Protein Kinase Cι Is Required for Pancreatic Cancer Cell Transformed Growth and Tumorigenesis

Pancreatic cancer is the fourth leading cause of cancer deaths in the United States, with an overall 5-year survival rate of <5%. Pancreatic ductal adenocarcinoma (PDAC), the most common form of pancreatic cancer, is highly resistant to conventional chemotherapies, underscoring the critical need for new molecular targets for pancreatic cancer chemotherapy. The KRAS proto-oncogene is mutated in >90% of PDAC. Protein kinase C iota (PKC iota) is required for the oncogenic Ras-mediated transformed growth of lung cancer and intestinal epithelial cells. However, little is known about the role of PKC iota in pancreatic cancer. In this study, we evaluated the expression of PKC iota in human pancreatic cancer and the requirement for PKC iota for the transformed growth and tumorigenicity of PDAC cells. We find that PKC iota is significantly overexpressed in human pancreatic cancer, and high PKC iota expression correlates with poor patient survival. Inhibition of PKC iota expression blocks PDAC cell transformed growth in vitro and tumorigenicity in vivo. Inhibition of PKC iota expression in pancreatic tumors also significantly reduces tumor angiogenesis and metastasis.
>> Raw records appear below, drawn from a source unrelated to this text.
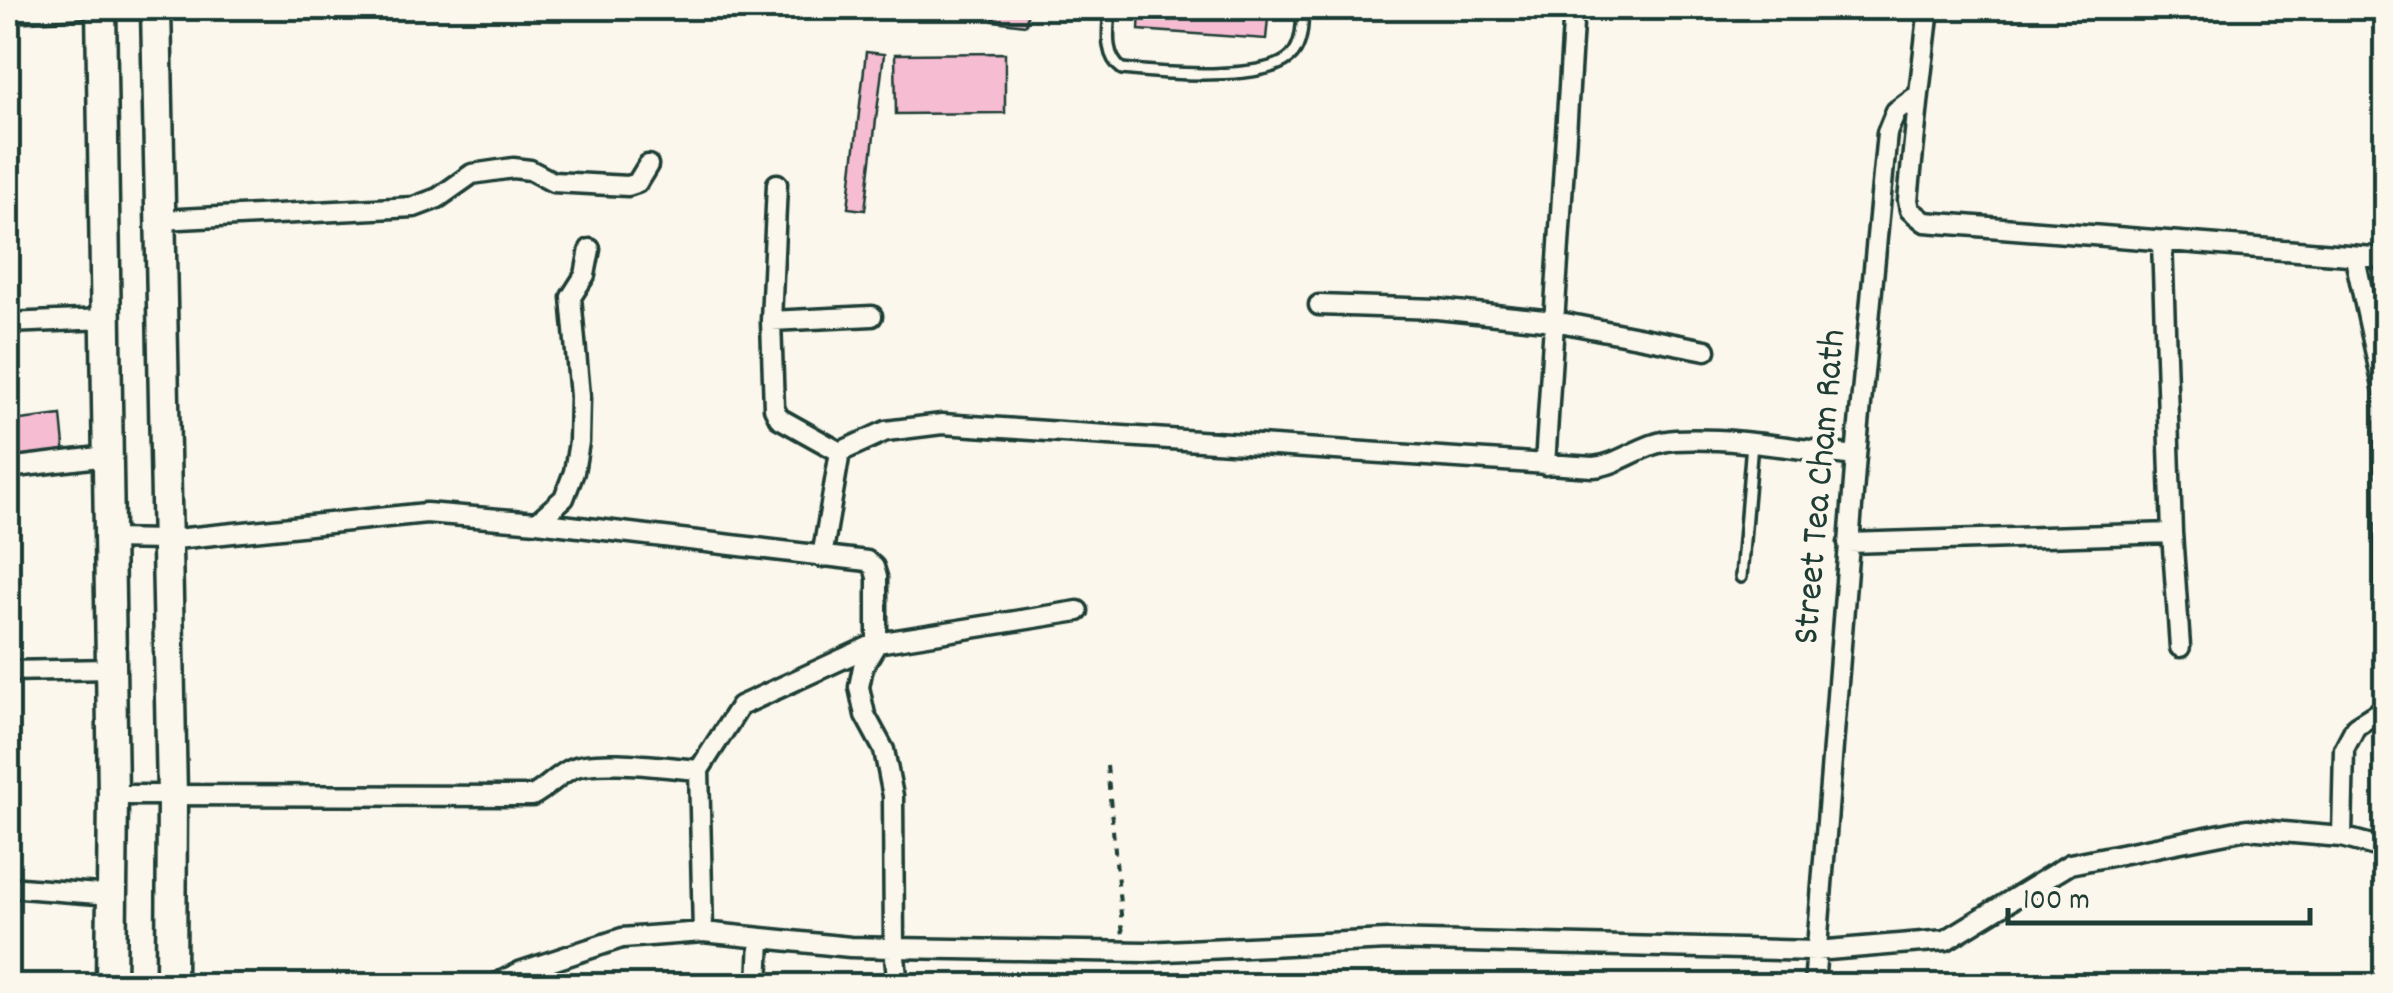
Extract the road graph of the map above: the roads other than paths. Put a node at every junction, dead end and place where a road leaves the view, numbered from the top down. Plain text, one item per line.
1 (80, 8) edge
2 (101, 8) edge
3 (156, 8) edge
4 (1110, 8) edge
5 (1303, 8) edge
6 (1574, 8) edge
7 (1929, 8) edge
8 (8, 12) edge
9 (1919, 94) junction
10 (2386, 148) edge
11 (648, 165) dead end
12 (777, 184) dead end
13 (161, 220) junction
14 (2386, 229) edge
15 (2162, 240) junction
16 (590, 248) dead end
17 (2355, 258) junction
18 (2386, 258) edge
19 (1319, 305) dead end
20 (872, 316) dead end
21 (105, 319) junction
22 (772, 320) junction
23 (1554, 320) junction
24 (8, 324) edge
25 (1706, 350) dead end
26 (1752, 443) junction
27 (840, 452) junction
28 (107, 456) junction
29 (1856, 456) junction
30 (1545, 465) junction
31 (8, 468) edge
32 (537, 522) junction
33 (2172, 533) junction
34 (108, 539) junction
35 (166, 540) junction
36 (1848, 543) junction
37 (822, 558) junction
38 (1741, 577) dead end
39 (1078, 611) dead end
40 (2386, 634) edge
41 (878, 643) junction
42 (2180, 647) dead end
43 (110, 669) junction
44 (8, 672) edge
45 (2386, 706) edge
46 (699, 770) junction
47 (113, 794) junction
48 (172, 795) junction
49 (2342, 836) junction
50 (2386, 849) edge
51 (8, 888) edge
52 (112, 896) junction
53 (704, 932) junction
54 (760, 938) junction
55 (894, 948) junction
56 (1816, 951) junction
57 (111, 986) edge
58 (171, 986) edge
59 (492, 986) edge
60 (758, 986) edge
61 (898, 986) edge
62 (1814, 986) edge

1 - 8 street
2 - 21 main road
3 - 13 main road
4 - 5 lane
6 - 23 street
7 - 9 street
9 - 15 street
9 - 29 street, Street Tea Cham Rath
10 - 14 street
11 - 13 street
12 - 22 street
13 - 35 main road
15 - 17 street
15 - 33 street
16 - 32 street
17 - 18 street
17 - 40 street
19 - 23 street
20 - 22 street
21 - 24 street
21 - 28 main road
22 - 27 street
23 - 25 street
23 - 30 street
26 - 29 street
26 - 30 street
26 - 38 lane
27 - 30 street
27 - 37 street
28 - 31 street
28 - 34 main road
29 - 36 street, Street Tea Cham Rath
32 - 35 street
32 - 37 street
33 - 36 street
33 - 42 street
34 - 35 street
34 - 43 main road
35 - 48 main road
36 - 56 street, Street Tea Cham Rath
37 - 41 street
39 - 41 street
41 - 46 street
41 - 55 street
43 - 44 street
43 - 47 main road
45 - 49 street
46 - 48 street
46 - 53 street
47 - 48 street
47 - 52 main road
48 - 58 main road
49 - 50 street
49 - 56 street
51 - 52 street
52 - 57 main road
53 - 54 street
53 - 59 street
54 - 55 street
54 - 60 street
55 - 56 street
55 - 61 street
56 - 62 street, Street Tea Cham Rath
Analysis of downstream PKC iota effectors implicates the Rac1-MEK/ERK1/2 signaling axis in PKC iota-mediated transformed growth and cellular invasion. Taken together, our data show a required role for PKC iota in the transformed growth of pancreatic cancer cells and reveal a novel role for PKC iota in pancreatic cancer cell metastasis and angiogenesis in vivo. Our results strongly indicate that PKC iota will be an effective target for pancreatic cancer therapy. Cancer Res; 70(5); 2064-74. (C)2010 AACR.